A Train To Nowhere

The other surprise in the railway budget is a new line that Mamata Banerjee wished in the heart of Buxa Tiger Reserve

Tehelka
, 24 March, 2012

DEEP INSIDE the core of Buxa Tiger Reserve in north Bengal and at the heart of a vast forest landscape that includes Bhutan’s Phipsu wildlife sanctuary is the settlement of Jayanti. Set up during the Raj to facilitate mining, this was a busy railway station transporting dolomite and limestone till the mid-1980s before conservation became the priority.

Today, Jayanti is a sizeable village that appears larger with a paramilitary camp and the Forest Department campus adjacent to it. All that remains of the abandoned railway station is the canteen, since converted into a dhaba that serves jawans, forest staff and tourists. The iron tracks have long been dug out and sold as scrap.

In 2008, the Forest Department conducted a survey of the forest settlements inside Buxa under the voluntary village resettlement scheme. The villagers at Jayanti were keen to move out with the 10 lakh-per-family compensation package. What helped build this consensus was a rapid realignment of the Jayanti river, which threatened to wash the village away. While the threat persists, Jayanti has not been able to shift to safety because the village soon became a political battleground.

The guides’ association of Jayanti affiliated itself to the Trinamool Congress and locked horns with a proxy-Left Forest Department. These guides and a section of the villagers who offered homestay to visitors refused to relocate and demanded that sundry forest laws be bent to promote tourism. Relaying of the railway tracks to Jayanti from Rajabhatkhawa, cutting across the core forests of the tiger reserve, was one such demand.

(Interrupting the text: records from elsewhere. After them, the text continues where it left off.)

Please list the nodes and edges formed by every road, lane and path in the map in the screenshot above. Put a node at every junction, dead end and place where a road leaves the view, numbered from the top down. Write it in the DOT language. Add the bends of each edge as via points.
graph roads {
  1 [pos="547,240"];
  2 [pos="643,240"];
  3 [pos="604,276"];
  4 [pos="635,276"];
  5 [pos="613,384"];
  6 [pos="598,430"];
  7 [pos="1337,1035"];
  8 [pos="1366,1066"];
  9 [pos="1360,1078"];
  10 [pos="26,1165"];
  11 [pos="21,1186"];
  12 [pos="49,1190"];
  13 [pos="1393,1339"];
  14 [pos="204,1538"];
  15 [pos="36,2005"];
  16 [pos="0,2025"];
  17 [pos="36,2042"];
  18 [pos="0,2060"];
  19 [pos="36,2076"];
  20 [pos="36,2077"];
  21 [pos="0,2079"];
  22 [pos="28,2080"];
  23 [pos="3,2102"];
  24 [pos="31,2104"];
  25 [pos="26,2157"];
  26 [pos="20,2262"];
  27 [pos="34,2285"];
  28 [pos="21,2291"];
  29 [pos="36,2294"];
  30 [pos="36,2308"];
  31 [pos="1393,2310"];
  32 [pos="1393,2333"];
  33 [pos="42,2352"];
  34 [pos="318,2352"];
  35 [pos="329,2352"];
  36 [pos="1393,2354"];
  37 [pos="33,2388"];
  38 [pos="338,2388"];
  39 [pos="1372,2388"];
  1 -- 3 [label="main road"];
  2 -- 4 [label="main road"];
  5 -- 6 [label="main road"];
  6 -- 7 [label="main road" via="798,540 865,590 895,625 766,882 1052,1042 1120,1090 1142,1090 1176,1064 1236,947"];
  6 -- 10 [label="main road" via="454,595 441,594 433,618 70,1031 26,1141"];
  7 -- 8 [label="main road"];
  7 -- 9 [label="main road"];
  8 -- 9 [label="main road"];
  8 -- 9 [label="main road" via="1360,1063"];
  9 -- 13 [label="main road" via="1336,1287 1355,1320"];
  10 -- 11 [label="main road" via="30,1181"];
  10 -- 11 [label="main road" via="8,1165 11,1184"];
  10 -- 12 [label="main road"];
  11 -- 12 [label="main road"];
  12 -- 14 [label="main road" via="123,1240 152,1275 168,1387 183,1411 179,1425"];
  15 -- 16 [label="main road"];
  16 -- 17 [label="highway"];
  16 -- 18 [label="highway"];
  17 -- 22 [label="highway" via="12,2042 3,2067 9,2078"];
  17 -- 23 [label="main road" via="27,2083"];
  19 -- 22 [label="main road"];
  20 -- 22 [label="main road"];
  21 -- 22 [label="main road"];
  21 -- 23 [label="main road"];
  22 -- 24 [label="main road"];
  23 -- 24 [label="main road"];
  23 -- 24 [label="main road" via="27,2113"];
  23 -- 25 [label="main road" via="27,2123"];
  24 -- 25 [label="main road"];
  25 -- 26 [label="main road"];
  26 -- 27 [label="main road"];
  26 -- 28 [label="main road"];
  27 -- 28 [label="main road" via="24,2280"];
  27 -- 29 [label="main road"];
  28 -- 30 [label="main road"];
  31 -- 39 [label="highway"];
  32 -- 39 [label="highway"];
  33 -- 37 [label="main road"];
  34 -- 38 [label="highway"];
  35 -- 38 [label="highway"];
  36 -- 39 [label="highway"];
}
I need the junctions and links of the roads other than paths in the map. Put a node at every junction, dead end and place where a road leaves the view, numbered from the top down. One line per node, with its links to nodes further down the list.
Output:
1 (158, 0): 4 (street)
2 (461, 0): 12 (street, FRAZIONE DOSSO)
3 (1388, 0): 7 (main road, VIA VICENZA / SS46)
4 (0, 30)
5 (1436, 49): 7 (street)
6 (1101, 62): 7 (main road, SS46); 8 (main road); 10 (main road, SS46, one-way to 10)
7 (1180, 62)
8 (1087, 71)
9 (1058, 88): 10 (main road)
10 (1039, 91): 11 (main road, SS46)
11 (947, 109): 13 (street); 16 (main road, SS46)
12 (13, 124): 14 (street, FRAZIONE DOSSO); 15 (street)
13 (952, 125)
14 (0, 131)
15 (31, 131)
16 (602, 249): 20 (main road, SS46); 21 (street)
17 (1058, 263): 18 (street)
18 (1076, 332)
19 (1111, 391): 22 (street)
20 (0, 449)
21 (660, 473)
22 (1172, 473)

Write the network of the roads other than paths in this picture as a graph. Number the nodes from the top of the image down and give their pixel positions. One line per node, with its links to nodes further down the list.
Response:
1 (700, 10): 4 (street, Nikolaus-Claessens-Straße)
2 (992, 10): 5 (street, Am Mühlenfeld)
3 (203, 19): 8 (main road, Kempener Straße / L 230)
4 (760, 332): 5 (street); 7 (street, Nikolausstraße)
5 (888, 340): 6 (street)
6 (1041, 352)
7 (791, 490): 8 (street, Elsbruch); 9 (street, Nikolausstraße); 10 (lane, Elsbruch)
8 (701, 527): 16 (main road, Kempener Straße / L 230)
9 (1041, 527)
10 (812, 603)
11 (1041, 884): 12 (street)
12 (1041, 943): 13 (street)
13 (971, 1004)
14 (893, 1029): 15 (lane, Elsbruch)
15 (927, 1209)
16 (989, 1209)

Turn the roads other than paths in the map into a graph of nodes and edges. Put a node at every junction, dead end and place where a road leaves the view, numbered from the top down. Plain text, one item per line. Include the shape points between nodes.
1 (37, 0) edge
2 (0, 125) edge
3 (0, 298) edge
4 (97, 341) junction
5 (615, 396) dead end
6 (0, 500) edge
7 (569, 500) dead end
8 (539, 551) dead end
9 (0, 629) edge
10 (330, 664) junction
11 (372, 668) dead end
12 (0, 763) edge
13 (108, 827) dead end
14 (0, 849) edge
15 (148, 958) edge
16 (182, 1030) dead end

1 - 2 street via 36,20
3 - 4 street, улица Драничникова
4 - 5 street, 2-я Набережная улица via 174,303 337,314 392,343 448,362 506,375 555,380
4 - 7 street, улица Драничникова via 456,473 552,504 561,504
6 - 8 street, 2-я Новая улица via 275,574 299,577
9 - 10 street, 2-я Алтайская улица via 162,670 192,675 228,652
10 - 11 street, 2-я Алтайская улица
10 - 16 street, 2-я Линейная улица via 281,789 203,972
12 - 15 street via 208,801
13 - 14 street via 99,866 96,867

Nobody took it seriously. The railway track till Rajabhatkhawa was broadened in 2001 and has claimed the lives of nearly three dozen elephants since. The railways has been under pressure to stop night traffic along that killer stretch. The idea of extending the same line to the interiors of a core tiger reserve seemed out of question, until Mamata Banerjee took over as the railways minister in 2009. Never to miss out on a chance to cultivate a support base, she ordered a feasibility study of the line.

“Soon after Mamata became the minister, rail officials conducted a low-key survey. But we never heard anything after that and, frankly, did not bother because it was never an issue here,” says Lal Singh Bhujel, a local activist who has been mobilising villagers for the implementation of the Forest Rights Act in the area.

In 2011, Banerjee became chief minister. It was time to reward and cement her support bases. So Dinesh Trivedi, while hiking the fare against his party supremo’s wish, sanctioned the Rajabhatkhawa- Jayanti line in his budget. Many in Jayanti hailed the announcement.

“I have not been intimated about any such project yet. This was not in the agenda of the last meeting of the State Wildlife Board held on 6 February. A railway line through Buxa is certainly not good news for wildlife,” says RP Saini, field director, Buxa Tiger Reserve, adding that he would, of course, carry out any government decision within the sanctions of the law.

Siliguri-based Soumitra Ghosh, convener of National Forum of Forest People and Forest Workers, makes it clear that his organisation never raised such a demand. He is worried that railway connectivity to Jayanti may add to the tourism mess in the area.

In the political drama that followed the budget, nobody pointed out the absurdity of clearing a new line inside a tiger reserve, which requires a host of statutory clearances under the Forest (Conservation) Act, 1980, and Wildlife (Protection) Act, 1972, to a village that may soon move out or be washed off.

Even the future of wildlife tourism now depends on the Supreme Court and if the court orders against tourism in core forests, the line will serve no one. Unless the very idea of a train to Jayanti is to expose, Mamata-style, the UPA government’s policy contradictions.